_Exercise brief_. With pictures removed, output every record below exactly as written.

_The records_.

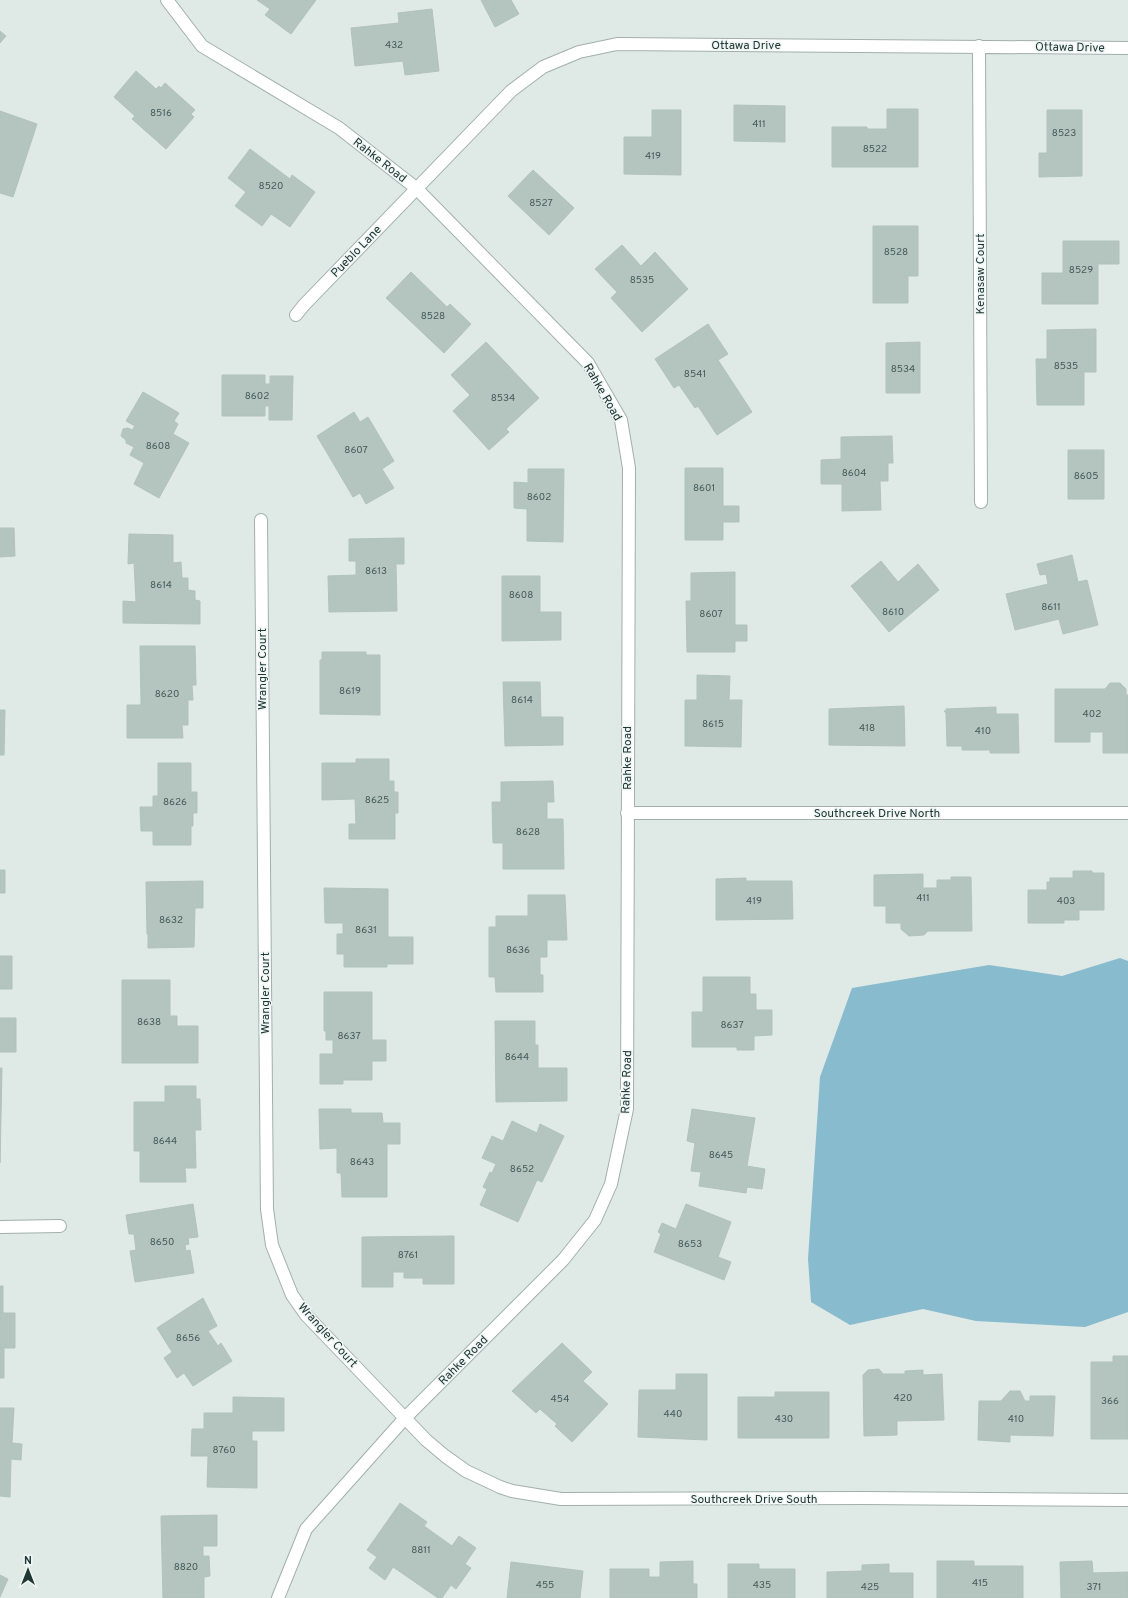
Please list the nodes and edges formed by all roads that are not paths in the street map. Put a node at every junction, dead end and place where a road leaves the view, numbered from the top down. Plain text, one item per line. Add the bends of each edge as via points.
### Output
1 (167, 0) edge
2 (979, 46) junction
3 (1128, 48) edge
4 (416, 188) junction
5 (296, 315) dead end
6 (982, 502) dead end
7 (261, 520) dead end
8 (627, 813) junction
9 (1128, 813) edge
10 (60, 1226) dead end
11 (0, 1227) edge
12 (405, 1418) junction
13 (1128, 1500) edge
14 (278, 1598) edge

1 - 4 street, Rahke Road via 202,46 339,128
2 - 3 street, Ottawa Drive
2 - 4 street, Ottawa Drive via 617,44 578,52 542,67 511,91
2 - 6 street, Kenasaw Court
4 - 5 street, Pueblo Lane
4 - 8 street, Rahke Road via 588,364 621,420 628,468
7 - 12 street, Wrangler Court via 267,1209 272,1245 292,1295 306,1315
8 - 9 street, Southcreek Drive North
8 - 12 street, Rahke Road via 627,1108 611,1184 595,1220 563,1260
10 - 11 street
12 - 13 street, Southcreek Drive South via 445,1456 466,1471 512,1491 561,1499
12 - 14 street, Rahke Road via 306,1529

_Response for this exercise_.
Please list the nodes and edges formed by all roads that are not paths in the street map. Put a node at every junction, dead end and place where a road leaves the view, numbered from the top down. Plain text, one item per line. Add the bends of each edge as via points.
### Output
1 (167, 0) edge
2 (979, 46) junction
3 (1128, 48) edge
4 (416, 188) junction
5 (296, 315) dead end
6 (982, 502) dead end
7 (261, 520) dead end
8 (627, 813) junction
9 (1128, 813) edge
10 (60, 1226) dead end
11 (0, 1227) edge
12 (405, 1418) junction
13 (1128, 1500) edge
14 (278, 1598) edge

1 - 4 street, Rahke Road via 202,46 339,128
2 - 3 street, Ottawa Drive
2 - 4 street, Ottawa Drive via 617,44 578,52 542,67 511,91
2 - 6 street, Kenasaw Court
4 - 5 street, Pueblo Lane
4 - 8 street, Rahke Road via 588,364 621,420 628,468
7 - 12 street, Wrangler Court via 267,1209 272,1245 292,1295 306,1315
8 - 9 street, Southcreek Drive North
8 - 12 street, Rahke Road via 627,1108 611,1184 595,1220 563,1260
10 - 11 street
12 - 13 street, Southcreek Drive South via 445,1456 466,1471 512,1491 561,1499
12 - 14 street, Rahke Road via 306,1529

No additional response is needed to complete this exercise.